··· Material provided ···

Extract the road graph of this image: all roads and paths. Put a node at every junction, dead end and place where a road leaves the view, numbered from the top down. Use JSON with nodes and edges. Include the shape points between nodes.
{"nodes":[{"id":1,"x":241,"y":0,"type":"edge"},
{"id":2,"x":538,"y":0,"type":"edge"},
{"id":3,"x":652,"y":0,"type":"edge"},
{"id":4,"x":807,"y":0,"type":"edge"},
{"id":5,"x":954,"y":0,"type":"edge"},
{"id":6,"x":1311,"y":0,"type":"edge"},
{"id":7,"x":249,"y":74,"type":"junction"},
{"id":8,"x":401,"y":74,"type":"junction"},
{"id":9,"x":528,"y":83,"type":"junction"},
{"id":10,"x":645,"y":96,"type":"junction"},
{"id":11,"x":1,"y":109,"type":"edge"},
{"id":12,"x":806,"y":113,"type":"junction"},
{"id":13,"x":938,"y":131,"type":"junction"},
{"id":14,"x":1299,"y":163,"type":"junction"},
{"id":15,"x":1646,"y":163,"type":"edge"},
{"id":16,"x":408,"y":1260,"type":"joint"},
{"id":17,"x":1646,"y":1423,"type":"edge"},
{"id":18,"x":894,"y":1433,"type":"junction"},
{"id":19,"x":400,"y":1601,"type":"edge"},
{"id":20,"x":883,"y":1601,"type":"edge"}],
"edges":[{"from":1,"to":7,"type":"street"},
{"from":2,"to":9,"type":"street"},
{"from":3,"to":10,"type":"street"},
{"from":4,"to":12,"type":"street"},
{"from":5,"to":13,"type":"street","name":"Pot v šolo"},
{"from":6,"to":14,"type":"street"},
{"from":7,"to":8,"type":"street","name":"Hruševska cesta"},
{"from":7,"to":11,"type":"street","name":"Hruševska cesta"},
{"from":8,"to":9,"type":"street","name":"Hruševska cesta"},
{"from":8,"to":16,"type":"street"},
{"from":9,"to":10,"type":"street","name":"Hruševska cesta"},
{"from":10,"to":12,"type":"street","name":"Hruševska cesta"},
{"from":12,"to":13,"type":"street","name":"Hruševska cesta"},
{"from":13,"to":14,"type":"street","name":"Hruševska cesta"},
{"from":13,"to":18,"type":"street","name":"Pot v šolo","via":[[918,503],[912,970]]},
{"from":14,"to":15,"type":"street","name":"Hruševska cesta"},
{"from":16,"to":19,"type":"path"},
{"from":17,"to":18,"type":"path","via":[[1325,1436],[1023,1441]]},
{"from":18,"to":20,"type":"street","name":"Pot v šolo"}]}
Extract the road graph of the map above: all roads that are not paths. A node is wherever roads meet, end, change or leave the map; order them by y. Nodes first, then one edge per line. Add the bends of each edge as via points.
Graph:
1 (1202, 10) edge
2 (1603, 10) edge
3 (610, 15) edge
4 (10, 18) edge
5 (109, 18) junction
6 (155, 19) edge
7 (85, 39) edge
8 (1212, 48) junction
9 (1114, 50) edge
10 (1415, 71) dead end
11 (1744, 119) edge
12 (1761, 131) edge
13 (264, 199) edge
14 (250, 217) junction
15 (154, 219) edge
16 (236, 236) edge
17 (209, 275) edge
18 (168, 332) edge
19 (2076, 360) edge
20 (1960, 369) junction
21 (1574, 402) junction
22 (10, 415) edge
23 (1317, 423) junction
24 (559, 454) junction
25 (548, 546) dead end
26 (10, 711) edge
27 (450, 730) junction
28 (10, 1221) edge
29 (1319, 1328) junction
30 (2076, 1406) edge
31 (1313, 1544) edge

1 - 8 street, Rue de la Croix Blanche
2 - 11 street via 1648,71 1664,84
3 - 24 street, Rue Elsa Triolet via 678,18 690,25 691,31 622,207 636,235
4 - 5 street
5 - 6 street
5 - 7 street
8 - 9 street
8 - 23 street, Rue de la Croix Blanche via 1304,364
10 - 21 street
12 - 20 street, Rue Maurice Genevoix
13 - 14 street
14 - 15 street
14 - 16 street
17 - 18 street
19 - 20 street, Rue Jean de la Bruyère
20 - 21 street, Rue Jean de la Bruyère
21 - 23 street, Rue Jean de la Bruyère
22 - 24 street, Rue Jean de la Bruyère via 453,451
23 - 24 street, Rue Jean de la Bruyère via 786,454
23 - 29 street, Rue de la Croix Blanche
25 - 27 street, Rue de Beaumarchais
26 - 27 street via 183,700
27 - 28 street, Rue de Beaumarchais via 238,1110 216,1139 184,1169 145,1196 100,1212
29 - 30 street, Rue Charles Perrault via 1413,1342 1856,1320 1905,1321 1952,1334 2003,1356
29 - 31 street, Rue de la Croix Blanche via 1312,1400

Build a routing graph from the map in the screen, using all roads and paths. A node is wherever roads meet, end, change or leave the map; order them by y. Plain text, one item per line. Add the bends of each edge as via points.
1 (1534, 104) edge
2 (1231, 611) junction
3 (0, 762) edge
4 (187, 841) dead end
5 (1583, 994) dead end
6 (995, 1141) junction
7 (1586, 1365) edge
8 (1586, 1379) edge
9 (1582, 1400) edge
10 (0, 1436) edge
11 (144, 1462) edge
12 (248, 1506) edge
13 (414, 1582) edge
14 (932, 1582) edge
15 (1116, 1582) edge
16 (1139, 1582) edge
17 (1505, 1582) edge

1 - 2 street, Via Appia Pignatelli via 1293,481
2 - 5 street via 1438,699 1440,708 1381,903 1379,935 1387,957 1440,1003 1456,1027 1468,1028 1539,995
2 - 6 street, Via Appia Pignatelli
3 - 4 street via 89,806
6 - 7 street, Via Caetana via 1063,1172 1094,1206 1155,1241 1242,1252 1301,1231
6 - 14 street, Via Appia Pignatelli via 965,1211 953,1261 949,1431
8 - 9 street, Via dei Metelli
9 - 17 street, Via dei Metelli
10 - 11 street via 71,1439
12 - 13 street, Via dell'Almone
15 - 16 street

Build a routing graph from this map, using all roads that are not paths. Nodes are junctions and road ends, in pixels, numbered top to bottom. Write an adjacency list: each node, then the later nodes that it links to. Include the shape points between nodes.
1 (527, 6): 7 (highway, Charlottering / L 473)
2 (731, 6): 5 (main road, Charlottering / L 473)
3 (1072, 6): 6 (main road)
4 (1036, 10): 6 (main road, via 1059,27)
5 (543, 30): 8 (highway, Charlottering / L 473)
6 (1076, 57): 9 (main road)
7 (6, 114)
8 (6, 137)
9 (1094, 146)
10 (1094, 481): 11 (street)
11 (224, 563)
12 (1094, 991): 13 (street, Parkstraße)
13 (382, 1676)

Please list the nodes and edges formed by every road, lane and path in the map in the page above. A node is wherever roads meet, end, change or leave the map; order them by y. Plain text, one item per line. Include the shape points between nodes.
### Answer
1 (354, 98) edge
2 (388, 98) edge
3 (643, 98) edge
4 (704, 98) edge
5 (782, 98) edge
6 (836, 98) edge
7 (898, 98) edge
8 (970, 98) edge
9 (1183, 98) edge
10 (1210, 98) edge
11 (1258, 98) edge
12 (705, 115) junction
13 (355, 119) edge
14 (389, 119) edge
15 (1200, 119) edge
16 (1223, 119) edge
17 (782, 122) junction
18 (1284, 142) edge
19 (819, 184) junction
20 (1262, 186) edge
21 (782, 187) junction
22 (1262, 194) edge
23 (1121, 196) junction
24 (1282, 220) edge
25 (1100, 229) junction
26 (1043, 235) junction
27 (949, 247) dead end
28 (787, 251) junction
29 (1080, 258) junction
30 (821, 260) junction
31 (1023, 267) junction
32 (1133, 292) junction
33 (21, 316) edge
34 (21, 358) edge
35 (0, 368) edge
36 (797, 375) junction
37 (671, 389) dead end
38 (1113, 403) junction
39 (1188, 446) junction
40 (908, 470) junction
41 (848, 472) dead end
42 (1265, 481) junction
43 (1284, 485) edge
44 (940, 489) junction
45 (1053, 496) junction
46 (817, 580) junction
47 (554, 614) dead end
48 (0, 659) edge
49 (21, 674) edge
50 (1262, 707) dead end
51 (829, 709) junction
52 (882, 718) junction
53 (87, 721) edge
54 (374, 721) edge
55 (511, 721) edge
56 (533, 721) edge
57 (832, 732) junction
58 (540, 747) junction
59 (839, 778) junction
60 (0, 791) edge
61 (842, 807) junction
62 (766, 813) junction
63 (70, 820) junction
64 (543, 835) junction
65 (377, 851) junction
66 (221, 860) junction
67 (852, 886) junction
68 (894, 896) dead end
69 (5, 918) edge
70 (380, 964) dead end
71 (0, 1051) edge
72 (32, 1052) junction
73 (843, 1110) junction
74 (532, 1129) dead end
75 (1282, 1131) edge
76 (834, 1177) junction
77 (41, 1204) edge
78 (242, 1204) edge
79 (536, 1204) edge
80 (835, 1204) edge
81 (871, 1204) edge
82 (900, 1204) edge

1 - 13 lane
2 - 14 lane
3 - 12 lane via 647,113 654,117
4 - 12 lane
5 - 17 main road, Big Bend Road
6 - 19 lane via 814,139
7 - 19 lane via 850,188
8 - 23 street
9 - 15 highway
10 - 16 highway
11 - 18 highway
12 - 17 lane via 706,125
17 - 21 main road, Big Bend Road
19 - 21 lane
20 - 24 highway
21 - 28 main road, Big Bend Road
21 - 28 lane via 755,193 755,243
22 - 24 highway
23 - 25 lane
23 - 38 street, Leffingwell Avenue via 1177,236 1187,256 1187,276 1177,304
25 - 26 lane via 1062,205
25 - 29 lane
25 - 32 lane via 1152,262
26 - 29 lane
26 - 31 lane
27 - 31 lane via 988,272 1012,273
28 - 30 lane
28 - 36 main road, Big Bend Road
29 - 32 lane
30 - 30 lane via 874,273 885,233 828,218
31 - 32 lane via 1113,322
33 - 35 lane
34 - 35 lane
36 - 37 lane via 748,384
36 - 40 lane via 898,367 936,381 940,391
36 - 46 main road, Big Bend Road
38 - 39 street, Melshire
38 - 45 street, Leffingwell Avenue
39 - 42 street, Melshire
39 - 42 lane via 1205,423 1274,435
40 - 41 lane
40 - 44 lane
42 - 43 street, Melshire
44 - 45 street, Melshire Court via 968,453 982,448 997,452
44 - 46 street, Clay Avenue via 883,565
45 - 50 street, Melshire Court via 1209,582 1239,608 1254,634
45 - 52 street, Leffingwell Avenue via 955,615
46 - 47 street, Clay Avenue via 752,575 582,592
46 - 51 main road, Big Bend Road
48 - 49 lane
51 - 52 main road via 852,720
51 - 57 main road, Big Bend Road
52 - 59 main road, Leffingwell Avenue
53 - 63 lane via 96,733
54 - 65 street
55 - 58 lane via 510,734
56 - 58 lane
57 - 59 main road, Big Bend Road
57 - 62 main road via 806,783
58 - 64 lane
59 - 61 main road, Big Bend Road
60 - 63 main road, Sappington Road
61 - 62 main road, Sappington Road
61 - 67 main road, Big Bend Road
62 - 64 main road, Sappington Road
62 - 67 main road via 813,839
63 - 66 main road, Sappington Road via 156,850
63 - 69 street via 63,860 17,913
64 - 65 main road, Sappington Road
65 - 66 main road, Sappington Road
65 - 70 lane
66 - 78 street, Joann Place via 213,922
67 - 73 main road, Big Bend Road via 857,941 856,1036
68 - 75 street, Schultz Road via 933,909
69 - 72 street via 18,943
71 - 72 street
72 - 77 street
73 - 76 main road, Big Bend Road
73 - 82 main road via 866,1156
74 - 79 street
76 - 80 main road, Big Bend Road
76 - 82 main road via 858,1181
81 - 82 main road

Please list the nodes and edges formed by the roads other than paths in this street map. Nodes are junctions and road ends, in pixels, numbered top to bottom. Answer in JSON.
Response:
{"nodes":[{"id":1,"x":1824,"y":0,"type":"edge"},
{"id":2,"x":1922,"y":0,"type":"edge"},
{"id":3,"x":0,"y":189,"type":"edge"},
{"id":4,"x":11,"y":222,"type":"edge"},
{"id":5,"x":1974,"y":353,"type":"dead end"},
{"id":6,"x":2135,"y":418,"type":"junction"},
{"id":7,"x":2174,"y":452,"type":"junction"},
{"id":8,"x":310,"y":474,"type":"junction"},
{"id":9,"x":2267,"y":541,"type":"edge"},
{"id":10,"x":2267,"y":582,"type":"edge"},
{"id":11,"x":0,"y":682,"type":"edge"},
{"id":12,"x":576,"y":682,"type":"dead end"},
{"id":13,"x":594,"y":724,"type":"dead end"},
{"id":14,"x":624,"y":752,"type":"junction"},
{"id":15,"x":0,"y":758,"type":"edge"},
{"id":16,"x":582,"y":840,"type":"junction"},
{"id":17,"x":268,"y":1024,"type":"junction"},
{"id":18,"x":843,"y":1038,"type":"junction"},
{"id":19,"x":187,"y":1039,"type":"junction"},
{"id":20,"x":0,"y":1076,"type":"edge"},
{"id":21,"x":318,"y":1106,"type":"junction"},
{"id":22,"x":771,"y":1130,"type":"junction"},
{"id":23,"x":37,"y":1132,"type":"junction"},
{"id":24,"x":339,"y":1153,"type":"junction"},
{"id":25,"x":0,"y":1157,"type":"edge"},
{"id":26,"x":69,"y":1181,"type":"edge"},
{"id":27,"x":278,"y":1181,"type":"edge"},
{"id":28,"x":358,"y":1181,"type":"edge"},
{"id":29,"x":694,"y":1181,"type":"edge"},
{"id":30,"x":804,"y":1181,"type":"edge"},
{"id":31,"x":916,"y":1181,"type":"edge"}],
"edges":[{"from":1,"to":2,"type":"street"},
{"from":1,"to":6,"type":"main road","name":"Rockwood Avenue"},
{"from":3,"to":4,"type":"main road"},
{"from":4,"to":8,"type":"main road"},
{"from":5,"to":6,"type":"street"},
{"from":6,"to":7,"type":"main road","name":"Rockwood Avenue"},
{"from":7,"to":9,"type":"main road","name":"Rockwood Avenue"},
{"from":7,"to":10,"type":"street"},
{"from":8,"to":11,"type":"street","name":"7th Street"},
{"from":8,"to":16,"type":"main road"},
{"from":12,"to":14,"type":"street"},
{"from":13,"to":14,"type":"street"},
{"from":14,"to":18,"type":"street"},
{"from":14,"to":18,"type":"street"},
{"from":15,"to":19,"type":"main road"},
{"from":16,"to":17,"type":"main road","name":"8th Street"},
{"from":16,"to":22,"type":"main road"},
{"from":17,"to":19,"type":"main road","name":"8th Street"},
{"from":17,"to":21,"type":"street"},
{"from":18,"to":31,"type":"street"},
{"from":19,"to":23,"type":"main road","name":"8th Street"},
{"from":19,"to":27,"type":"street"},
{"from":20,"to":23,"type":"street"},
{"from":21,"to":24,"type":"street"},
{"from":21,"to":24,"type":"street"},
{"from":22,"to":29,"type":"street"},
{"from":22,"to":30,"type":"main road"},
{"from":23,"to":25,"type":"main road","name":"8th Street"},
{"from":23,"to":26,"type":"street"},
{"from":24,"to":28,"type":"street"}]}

···

Whenever a line of the records holds the string "highway", pick it out and copy it.

1 (527, 6): 7 (highway, Charlottering / L 473)
5 (543, 30): 8 (highway, Charlottering / L 473)
9 - 15 highway
10 - 16 highway
11 - 18 highway
20 - 24 highway
22 - 24 highway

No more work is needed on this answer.